Unfortunately, it seems like EC2 is bringing us back in time, in the time of “real-time block lists” that need to list individual IPs rather than whole netblocks. What’s next, am I going to see again construction signs in websites “under construction”?

Comments 2
  1. This is the age of microblogging, remember? We’re going to see people *tweeting* that their sites are under construction ;)More seriously, given the fundamental design of EC2, I’m not sure there’s anything AWS could do about the problem. They can’t monitor everything people do with EC2; that would defeat the purpose of on-demand, per-hour instances, and would be absurdly expensive as well.What’s worse, they can’t just ban certain types of network activity, because e.g. sending a large amount of e-mail could very well be legitimate (like sending opt-in marketing e-mails), and trying to make people get permission to do those types of things would be both hard to enforce and easy to circumvent.In short, I can’t think of a way for AWS to solve the problem without dropping EC2 entirely.
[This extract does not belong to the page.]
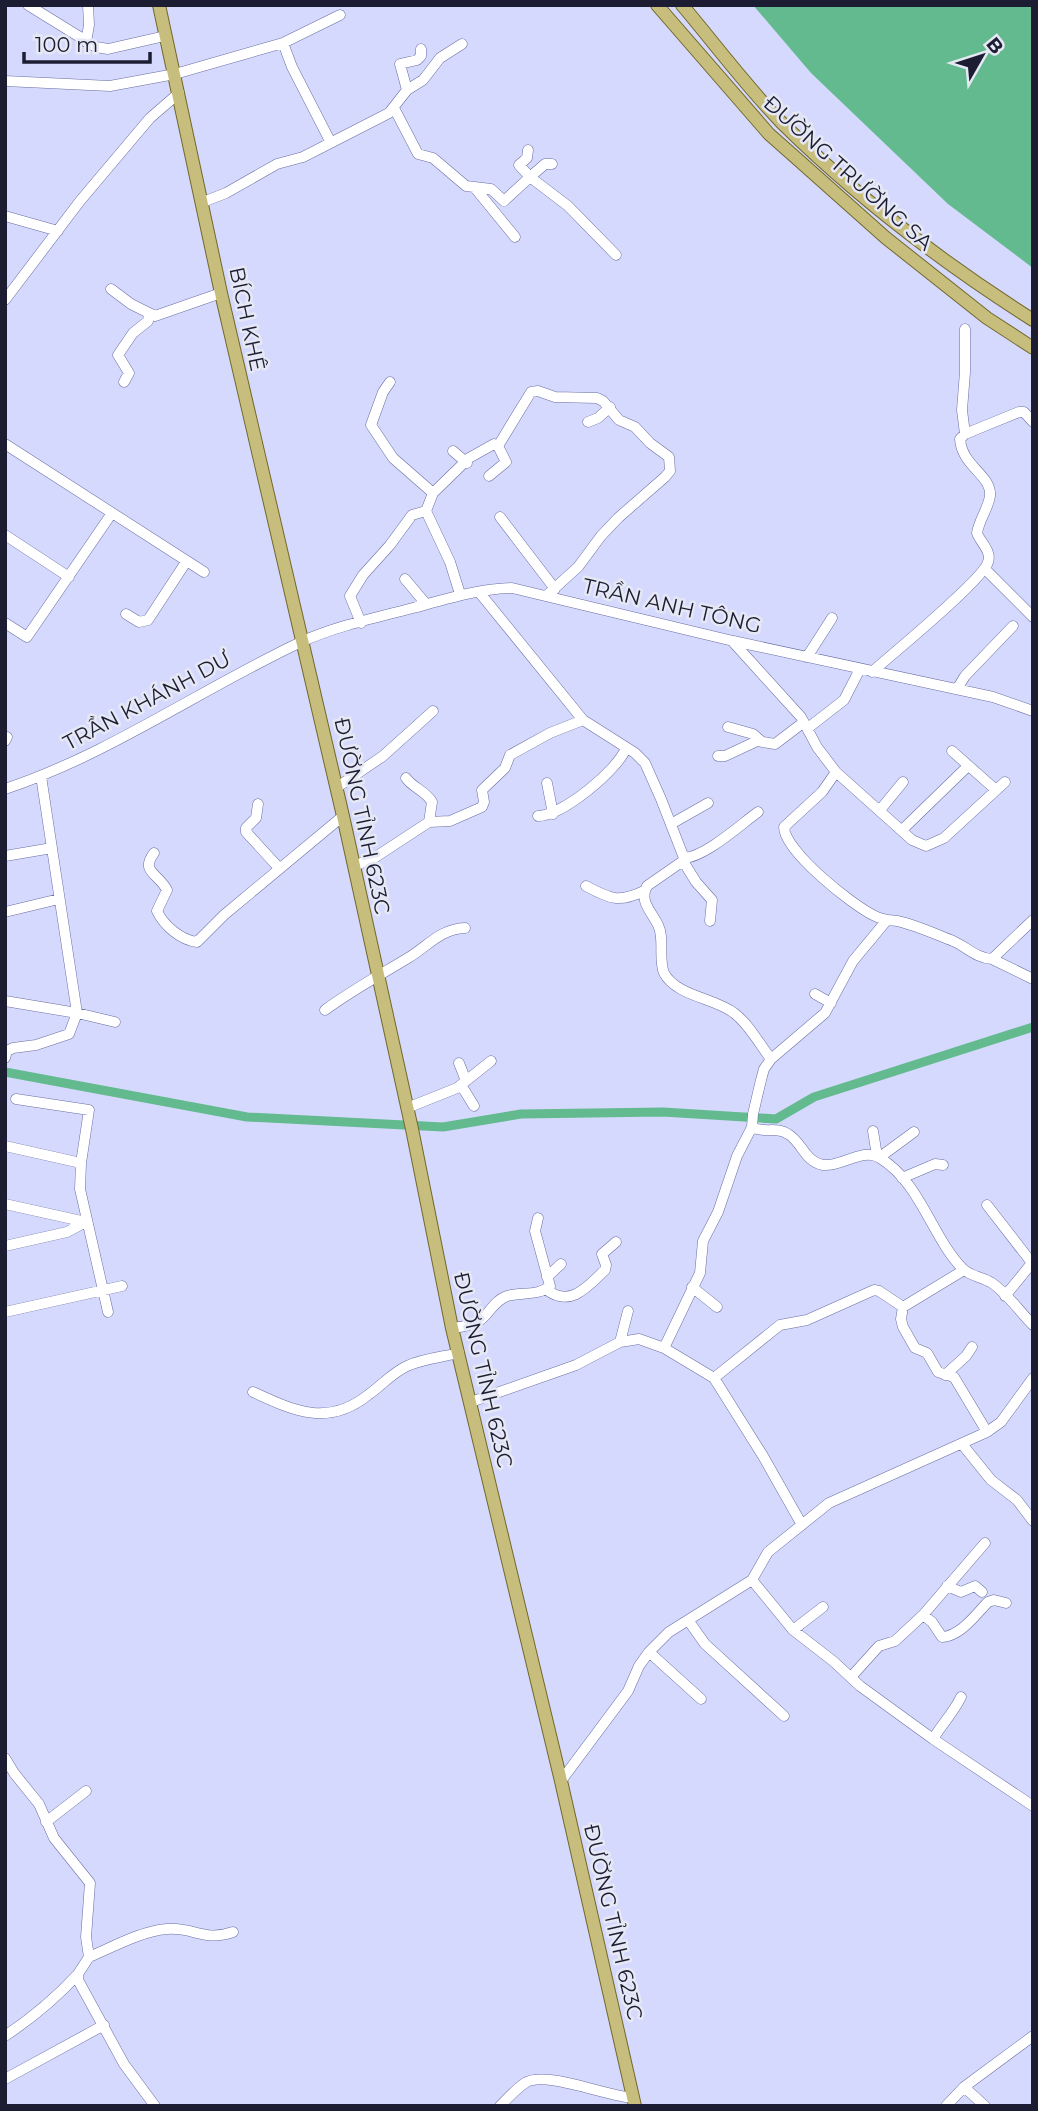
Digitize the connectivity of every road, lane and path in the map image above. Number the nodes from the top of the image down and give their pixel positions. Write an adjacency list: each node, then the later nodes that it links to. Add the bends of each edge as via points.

Anyone else have any ideas?(Disclaimer: I work for Amazon, but not for AWS/EC2.)P.S. Your comment preview thing doesn’t work right if any lines in the post start and end with a double-quote character; the preview just shows the quoted line, without the quotes.

  2. Yeah I guess there is little AWS can do to solve the problem, but we still have the problem right now… basically, we’re going to have to come up with better defences — including some defences that we stopped caring about years back.Thanks for the note about comment preview, I’ll see to check it out as soon as I have time.